● WHAT THE TASK REQUIRES
Copy out each line of the data that holds the string "OREGON".
══════════
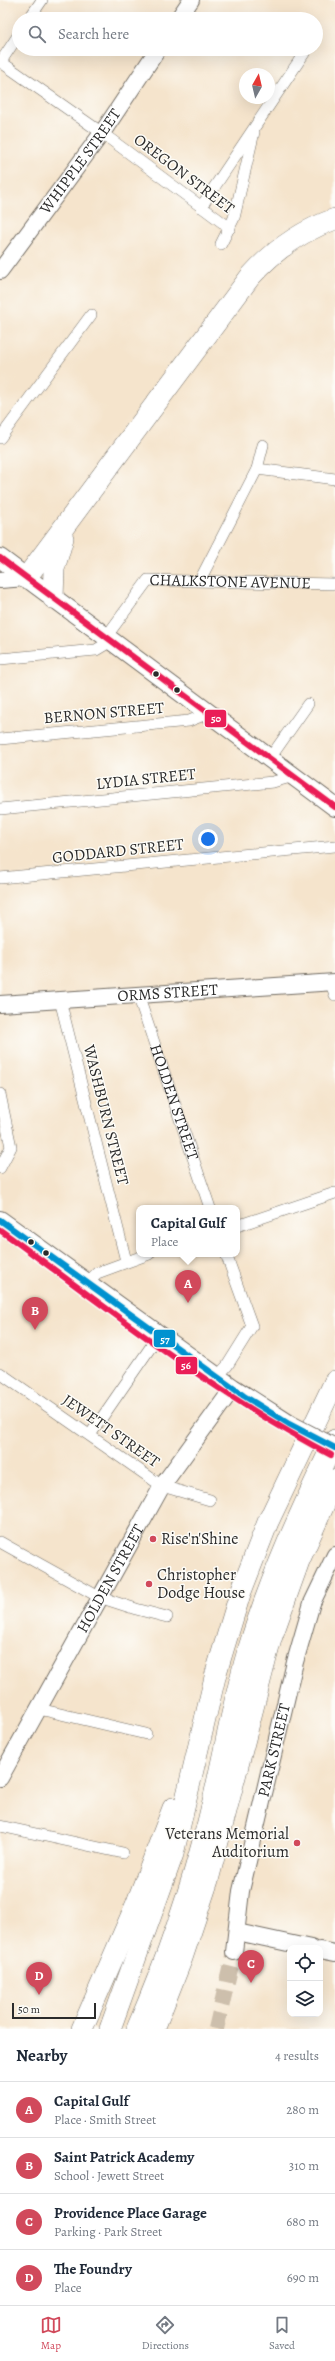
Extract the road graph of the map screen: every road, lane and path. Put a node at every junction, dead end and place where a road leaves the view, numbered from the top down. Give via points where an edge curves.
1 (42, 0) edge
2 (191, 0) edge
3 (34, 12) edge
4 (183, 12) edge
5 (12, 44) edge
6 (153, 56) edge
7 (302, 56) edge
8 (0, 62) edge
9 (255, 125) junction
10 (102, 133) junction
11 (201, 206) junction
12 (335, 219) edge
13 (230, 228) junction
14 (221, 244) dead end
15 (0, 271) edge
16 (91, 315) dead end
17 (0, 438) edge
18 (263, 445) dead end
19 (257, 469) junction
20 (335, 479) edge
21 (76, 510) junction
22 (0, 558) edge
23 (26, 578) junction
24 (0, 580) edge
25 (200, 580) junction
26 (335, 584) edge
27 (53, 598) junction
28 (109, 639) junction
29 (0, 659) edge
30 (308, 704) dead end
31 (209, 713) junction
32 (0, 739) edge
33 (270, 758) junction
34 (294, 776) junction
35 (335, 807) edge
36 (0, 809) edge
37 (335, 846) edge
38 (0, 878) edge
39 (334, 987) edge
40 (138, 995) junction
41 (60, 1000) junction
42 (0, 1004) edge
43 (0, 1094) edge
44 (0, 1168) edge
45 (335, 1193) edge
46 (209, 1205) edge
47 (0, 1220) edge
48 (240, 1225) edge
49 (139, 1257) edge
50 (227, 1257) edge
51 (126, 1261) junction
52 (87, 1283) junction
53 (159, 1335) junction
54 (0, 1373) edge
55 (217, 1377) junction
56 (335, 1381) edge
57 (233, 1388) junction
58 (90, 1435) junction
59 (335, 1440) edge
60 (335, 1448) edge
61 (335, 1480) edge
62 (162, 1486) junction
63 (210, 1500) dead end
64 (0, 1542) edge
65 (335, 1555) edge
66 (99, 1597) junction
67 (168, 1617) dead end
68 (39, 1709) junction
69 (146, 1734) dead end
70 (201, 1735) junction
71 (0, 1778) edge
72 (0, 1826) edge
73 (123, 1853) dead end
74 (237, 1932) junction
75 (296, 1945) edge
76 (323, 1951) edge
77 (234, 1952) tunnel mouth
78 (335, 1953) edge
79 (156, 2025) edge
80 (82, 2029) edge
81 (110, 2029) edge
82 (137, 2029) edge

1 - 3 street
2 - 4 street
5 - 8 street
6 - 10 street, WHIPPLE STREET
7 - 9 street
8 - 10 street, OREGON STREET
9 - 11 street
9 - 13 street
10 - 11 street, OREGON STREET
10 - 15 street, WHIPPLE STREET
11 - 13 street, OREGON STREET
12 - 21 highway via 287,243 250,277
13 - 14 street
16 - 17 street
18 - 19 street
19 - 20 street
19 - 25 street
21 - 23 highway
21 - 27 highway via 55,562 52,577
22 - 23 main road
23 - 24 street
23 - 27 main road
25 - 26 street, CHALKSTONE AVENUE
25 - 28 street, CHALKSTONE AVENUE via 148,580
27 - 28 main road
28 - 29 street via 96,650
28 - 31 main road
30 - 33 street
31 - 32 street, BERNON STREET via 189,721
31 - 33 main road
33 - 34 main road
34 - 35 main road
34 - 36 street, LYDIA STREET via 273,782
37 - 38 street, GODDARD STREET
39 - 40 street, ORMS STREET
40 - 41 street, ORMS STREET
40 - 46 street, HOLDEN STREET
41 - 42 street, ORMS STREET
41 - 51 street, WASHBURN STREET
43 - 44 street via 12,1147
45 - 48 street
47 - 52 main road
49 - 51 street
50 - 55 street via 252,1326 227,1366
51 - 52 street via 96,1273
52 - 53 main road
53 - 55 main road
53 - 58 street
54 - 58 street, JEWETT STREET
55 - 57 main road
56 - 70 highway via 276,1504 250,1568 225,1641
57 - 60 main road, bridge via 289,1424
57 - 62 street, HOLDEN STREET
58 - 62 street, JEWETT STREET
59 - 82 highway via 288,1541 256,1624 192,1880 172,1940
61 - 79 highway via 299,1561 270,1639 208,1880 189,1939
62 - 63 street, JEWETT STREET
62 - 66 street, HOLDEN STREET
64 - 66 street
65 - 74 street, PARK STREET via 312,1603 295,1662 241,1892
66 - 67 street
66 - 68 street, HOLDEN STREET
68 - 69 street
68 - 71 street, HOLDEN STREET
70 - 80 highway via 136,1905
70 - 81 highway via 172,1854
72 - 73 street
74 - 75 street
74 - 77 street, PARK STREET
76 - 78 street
══════════
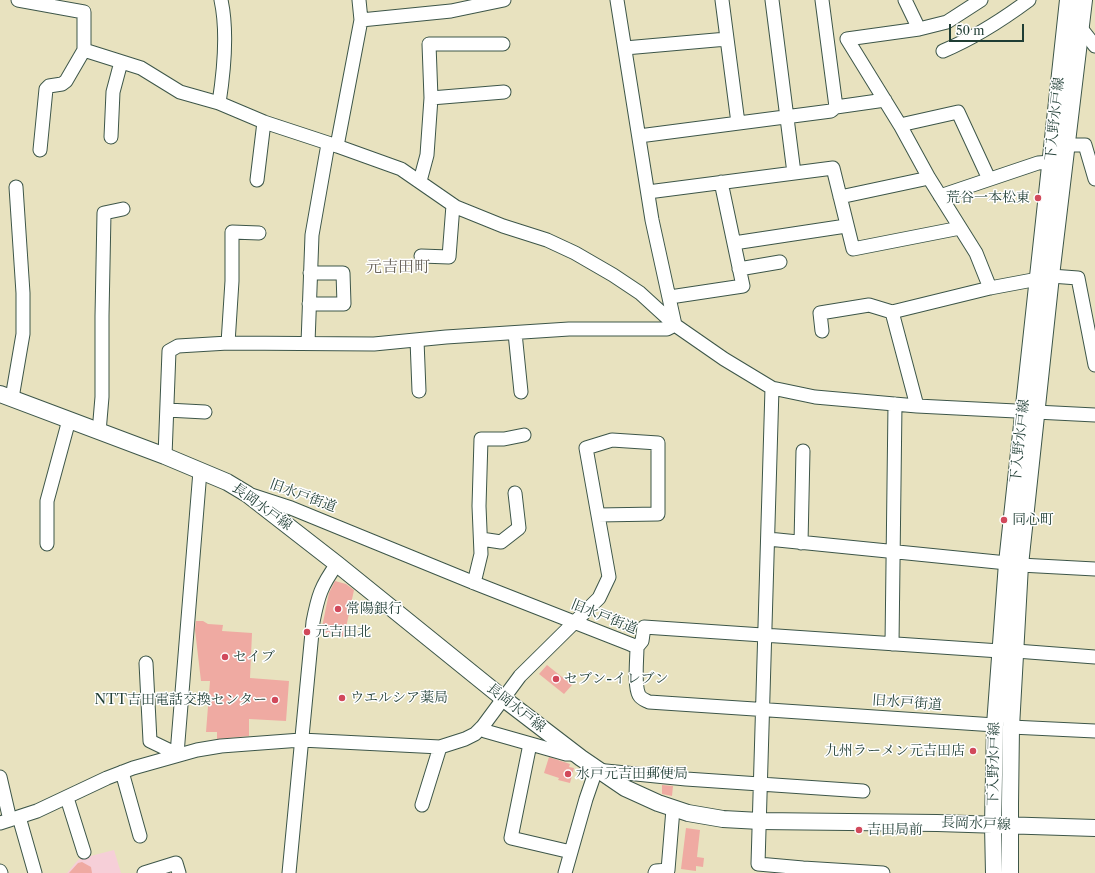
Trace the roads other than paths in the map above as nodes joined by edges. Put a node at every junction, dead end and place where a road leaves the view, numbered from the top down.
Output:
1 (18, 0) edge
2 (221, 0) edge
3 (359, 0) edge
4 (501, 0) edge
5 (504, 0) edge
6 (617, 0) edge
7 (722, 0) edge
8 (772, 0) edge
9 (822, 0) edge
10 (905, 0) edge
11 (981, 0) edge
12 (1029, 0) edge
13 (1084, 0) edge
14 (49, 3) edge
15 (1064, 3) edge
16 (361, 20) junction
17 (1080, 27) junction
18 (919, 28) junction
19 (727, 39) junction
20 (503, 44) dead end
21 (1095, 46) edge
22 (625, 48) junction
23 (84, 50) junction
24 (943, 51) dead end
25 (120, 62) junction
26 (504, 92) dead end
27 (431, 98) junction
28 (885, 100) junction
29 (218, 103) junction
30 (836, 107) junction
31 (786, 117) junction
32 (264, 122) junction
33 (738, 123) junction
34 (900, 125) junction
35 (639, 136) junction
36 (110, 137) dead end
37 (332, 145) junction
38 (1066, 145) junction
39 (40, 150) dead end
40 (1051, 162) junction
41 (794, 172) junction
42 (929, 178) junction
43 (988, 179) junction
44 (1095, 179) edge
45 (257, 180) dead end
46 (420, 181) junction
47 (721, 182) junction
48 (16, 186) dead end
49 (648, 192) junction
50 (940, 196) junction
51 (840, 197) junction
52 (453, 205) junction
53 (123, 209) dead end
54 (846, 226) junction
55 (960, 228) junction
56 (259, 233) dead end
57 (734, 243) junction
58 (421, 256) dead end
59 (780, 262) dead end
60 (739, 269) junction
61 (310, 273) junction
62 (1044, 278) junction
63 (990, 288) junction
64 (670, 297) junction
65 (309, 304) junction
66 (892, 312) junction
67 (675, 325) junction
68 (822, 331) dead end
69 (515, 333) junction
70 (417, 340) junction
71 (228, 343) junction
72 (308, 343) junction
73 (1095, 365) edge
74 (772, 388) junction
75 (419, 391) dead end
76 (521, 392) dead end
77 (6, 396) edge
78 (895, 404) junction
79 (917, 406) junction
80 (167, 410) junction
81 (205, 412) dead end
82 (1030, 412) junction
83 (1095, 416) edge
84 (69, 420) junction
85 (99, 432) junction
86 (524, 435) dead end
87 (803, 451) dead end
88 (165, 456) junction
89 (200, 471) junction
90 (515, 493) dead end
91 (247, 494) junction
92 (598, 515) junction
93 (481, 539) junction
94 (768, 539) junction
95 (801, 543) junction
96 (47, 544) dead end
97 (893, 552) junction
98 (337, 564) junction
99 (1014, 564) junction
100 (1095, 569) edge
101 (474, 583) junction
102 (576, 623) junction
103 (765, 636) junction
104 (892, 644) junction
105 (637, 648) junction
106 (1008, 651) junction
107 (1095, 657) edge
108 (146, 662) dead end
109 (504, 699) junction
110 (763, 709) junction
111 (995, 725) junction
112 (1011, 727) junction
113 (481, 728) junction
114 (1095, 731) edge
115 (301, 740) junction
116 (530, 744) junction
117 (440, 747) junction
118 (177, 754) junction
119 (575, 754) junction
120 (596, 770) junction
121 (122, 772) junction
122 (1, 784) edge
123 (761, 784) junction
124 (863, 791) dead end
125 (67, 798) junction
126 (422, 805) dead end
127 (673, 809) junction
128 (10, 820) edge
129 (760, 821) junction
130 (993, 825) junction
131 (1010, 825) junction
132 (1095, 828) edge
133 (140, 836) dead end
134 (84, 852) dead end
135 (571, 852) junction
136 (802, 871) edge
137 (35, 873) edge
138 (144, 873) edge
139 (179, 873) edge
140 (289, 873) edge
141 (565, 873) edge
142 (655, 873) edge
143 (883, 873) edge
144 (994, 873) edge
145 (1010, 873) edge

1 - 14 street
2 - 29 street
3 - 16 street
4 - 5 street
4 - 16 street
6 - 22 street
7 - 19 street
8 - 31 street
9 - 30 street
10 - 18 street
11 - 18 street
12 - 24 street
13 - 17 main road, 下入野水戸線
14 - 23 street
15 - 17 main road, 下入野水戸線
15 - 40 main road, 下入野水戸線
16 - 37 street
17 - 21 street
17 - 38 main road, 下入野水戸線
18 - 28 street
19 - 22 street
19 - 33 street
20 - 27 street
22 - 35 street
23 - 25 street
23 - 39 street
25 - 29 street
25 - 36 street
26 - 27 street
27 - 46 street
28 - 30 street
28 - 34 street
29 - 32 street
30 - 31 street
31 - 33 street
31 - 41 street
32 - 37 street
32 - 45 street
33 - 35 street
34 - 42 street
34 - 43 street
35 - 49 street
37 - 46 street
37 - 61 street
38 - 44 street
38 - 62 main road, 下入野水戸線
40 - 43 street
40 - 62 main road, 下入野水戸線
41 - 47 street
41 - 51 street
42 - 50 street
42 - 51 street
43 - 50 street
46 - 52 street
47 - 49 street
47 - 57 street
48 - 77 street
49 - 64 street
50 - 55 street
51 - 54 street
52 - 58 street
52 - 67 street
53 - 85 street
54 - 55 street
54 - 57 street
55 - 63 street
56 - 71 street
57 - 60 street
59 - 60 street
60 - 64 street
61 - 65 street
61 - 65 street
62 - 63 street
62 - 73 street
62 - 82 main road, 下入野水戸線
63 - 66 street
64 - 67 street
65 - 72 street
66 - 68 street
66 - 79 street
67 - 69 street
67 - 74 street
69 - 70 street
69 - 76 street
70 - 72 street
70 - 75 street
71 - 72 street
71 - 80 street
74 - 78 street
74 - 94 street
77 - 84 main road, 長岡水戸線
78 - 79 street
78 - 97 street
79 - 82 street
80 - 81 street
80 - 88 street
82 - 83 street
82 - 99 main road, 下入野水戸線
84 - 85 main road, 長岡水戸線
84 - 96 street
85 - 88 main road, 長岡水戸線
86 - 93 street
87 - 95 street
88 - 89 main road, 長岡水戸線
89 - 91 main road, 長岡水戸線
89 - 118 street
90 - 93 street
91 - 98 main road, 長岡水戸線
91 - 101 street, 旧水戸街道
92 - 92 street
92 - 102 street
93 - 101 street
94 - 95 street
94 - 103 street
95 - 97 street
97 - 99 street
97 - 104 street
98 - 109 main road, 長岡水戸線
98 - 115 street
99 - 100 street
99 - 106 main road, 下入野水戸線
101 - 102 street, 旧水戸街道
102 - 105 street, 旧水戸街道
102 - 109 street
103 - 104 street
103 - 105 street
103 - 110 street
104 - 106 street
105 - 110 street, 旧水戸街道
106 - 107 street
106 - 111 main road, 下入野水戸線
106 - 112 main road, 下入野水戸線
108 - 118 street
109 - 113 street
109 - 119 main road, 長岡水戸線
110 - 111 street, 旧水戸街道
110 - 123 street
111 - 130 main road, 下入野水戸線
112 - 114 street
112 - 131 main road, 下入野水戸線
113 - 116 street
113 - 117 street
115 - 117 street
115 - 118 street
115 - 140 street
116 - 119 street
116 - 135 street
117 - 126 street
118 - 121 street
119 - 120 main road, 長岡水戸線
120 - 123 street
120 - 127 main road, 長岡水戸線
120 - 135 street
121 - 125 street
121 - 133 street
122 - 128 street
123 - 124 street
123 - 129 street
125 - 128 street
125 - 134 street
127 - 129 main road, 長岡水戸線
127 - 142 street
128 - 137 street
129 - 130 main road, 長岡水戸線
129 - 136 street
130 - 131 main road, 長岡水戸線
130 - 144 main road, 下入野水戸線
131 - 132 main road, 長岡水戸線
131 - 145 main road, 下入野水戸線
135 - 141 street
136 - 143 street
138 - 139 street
══════════
● FINAL ANSWER
8 - 10 street, OREGON STREET
10 - 11 street, OREGON STREET
11 - 13 street, OREGON STREET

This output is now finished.